Monday, September 9, 2013

Salted Caramel Pretzel Bark


So my sister came over the other day, showed me a picture of a recipe someone posted on Facebook and said, "Look at this. I want some. Let's make it." She was, of course, referring to this here salted caramel pretzel bark. So she ran out to the store, got some chocolate and we got to work. 

First we spread out our pretzels on a foil-lined (would have used parchment if I had it) cookie sheet. (I used my Pampered Chef bar pan.) And you really don't need that many pretzels--we used like 1/4 of a bag of small pretzels.


Take the two lovely stick of golden goodness and melt them over medium-low heat. Hello there, darlings.


Add brown sugar to that and stir. As you can see, my sister was really whippin' it around here. No need for that kind of a workout. We are making a dessert here after all, so obviously who cares about working out. Just stir for a few minutes.


Then pour that over the pretzels. Don't worry about getting all of them covered in caramel. When you bake it, the caramel will spread.
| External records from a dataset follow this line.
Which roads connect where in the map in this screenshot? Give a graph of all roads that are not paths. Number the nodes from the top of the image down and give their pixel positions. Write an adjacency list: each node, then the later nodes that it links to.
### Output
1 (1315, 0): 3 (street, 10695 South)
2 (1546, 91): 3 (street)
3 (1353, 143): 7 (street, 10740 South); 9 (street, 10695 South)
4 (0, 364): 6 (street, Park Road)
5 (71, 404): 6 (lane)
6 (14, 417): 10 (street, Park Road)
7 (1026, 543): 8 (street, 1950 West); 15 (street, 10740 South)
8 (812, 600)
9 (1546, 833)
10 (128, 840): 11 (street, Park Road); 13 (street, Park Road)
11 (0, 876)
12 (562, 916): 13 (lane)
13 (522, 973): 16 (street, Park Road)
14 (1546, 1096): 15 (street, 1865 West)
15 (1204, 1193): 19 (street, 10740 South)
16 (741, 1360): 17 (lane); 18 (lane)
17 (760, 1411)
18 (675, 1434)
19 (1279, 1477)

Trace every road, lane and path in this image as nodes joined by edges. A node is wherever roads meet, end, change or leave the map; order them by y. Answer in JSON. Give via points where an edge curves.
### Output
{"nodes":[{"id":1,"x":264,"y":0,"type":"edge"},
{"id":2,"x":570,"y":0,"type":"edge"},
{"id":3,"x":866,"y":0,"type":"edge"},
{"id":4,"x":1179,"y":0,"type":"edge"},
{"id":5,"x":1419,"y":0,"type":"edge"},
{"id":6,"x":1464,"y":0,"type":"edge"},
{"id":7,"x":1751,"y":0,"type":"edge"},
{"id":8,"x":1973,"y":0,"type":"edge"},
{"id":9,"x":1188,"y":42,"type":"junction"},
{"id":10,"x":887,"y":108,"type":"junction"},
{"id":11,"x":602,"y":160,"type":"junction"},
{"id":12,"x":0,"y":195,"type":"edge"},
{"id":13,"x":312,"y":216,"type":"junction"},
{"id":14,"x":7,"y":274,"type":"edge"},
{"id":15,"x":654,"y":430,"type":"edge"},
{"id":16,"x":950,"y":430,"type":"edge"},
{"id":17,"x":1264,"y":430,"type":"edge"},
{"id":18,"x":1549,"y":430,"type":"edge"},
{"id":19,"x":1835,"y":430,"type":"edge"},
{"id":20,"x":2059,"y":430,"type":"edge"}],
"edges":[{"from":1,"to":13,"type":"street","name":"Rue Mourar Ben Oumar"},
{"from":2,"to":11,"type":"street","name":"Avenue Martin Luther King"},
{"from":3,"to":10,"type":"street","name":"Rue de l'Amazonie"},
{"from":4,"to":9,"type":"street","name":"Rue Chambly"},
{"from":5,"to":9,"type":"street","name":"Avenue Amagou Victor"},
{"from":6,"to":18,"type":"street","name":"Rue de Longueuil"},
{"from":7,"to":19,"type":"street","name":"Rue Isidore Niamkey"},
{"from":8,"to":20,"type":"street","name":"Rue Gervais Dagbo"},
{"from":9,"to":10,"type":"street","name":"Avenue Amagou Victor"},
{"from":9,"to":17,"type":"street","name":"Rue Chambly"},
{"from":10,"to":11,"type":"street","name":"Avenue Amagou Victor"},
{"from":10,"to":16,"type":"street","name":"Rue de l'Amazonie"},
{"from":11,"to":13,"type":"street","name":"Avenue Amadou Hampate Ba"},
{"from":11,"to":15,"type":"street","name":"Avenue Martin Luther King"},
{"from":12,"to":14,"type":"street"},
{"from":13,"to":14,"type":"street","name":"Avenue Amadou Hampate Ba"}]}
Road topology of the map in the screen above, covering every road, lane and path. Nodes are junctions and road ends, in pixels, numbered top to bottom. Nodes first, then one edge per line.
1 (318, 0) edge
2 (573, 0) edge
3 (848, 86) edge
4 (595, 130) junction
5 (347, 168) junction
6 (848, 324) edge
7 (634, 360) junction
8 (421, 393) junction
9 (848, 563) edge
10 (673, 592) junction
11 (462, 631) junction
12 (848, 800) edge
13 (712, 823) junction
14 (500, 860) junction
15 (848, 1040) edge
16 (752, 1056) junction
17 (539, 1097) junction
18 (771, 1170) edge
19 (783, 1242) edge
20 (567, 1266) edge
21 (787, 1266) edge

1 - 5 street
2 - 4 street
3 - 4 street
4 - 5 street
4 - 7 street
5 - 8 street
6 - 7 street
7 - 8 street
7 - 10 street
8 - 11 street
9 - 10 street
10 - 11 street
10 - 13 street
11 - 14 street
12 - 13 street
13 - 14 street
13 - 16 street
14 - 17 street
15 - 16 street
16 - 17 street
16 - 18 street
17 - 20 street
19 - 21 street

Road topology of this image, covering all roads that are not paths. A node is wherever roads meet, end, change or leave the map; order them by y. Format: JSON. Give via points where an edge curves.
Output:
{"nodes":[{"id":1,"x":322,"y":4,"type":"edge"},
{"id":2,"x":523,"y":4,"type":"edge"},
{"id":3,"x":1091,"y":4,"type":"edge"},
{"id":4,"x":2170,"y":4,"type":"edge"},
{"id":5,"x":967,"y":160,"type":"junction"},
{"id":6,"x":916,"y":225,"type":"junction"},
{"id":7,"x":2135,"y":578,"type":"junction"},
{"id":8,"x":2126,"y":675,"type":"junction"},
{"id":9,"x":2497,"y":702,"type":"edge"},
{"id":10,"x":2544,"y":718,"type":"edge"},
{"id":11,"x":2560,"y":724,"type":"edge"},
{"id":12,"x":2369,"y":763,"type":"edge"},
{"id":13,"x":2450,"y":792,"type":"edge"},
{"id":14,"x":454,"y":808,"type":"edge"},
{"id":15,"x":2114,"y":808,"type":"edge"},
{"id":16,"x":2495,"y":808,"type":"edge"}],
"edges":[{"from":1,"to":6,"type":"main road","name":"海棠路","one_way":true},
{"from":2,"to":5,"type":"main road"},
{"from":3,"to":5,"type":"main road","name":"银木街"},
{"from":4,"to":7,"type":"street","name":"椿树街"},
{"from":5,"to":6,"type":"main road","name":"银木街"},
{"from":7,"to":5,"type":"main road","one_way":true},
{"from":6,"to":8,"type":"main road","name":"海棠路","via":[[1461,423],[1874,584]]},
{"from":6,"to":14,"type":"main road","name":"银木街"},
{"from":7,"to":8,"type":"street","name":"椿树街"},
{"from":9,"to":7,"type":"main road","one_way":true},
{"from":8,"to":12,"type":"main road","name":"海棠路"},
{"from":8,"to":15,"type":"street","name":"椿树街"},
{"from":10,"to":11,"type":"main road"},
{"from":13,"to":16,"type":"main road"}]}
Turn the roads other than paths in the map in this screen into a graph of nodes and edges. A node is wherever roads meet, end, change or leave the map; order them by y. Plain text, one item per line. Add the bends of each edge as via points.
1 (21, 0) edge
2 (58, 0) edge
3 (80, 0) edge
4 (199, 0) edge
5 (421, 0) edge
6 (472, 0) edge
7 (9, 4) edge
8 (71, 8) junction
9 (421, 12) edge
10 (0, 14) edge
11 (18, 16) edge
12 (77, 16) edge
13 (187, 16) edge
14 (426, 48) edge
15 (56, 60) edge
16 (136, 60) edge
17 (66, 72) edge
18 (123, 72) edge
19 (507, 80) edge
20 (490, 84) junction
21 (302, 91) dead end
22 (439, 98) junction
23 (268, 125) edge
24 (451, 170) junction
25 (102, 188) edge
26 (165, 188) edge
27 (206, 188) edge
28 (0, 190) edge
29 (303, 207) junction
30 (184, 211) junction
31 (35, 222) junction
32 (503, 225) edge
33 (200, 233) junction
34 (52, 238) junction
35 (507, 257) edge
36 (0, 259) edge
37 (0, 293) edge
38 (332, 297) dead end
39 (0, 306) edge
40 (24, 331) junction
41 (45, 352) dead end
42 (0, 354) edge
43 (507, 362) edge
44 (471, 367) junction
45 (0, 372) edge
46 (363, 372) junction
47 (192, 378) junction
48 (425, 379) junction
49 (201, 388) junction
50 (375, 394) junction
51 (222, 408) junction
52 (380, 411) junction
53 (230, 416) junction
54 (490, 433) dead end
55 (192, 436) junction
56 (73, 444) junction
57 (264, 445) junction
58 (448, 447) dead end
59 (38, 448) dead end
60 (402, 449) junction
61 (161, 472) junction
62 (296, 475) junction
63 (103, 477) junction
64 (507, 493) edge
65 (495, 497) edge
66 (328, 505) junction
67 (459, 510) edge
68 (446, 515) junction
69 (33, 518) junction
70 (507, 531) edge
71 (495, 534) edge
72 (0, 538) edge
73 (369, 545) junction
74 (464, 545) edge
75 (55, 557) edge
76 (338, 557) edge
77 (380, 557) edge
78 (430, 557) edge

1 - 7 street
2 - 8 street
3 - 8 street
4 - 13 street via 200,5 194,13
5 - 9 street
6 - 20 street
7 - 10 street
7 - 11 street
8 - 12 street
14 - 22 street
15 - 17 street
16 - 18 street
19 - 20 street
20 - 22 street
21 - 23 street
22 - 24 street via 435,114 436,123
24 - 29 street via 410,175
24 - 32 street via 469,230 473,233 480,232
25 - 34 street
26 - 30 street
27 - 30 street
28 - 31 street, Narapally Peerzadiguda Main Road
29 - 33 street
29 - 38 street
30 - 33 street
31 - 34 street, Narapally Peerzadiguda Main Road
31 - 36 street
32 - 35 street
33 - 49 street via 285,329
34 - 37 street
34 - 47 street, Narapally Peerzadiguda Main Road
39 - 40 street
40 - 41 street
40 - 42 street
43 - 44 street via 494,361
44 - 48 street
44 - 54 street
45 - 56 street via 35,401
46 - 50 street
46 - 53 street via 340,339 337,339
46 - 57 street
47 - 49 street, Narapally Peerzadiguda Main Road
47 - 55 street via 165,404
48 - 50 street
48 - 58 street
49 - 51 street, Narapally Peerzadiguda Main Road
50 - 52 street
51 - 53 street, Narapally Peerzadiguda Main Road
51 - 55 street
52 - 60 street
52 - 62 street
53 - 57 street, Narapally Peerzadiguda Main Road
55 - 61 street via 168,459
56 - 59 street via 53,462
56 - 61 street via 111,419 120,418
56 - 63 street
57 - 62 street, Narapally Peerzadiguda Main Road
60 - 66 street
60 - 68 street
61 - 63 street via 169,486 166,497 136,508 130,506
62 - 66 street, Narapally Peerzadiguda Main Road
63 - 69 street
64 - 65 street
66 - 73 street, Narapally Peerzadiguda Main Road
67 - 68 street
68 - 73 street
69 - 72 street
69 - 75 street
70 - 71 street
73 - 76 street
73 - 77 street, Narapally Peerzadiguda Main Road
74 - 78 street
This is what it looks like after 5 minutes in the oven. Nice and bubbly. And see how it spread out? Success.


While that's in the oven, melt your chocolate. I like melting mine in a double boiler on the stove. Some people do it in the microwave...whatever floats your boat. Then pour that over the caramel-coated pretzels. 


BTW, this is what we used for our chocolate: milk chocolate wafers. Love using these things when making chocolate-covered things. Other recipes I saw used plain old chocolate chips, so whatever you have I'm sure is fine. I melted mine first. Some people threw the chips on top and stuck the whole thing in the oven like that. You can do what you want, but I think by melting the chocolate first, everything is evenly covered and prettier. And pretty is good.


I used a little over a pound of chocolate. If you use chocolate chips, you can use 1 1/2-2 bags. You really can't mess this recipe up, so add more chocolate if you want. Don't skimp on the good stuff!

This is what the wafers look like.


Sprinkle the salt on top. (I used coarse Celtic Sea salt that I grinded with my mortar and pestle.)



Stick in the freezer for a couple hours. After that, I just kept mine in the fridge.


And that's it. Easy, yummy, salty and sweet. These are the kind of treats that you break off a small piece, then go back for another little chunk and before ya know it, your pants don't fit ya anymore. So don't say I didn't warn ya.

Wouldn't these be the perfect addition to your Christmas cookie lineup? Go ahead and pin it now so you remember. You can thank me later.


Salted Caramel Pretzel Bark

Ingredients:

Small pretzels
2 sticks of butter
1 cup of brown sugar
Chocolate 
Sea salt

Directions:

Preheat oven to 400 degrees. Line a large bar pan with parchment paper (or foil) and cover with pretzels.

In a medium saucepan, melt the butter over medium-low heat. When melted, add the brown sugar. Stirring occasionally, let the butter/sugar mixture meld together and brown--about 3-5 minutes. When you have a nice, brown caramel, pour it over the pretzels.

Bake for 5 minutes.

While that's in the oven, melt the chocolate in a double boiler or microwave.

Remove the pan from the oven and pour melted chocolate on top, spreading to the edges with a spreader. Sprinkle with sea salt and place in freezer for a minimum of 1 hour.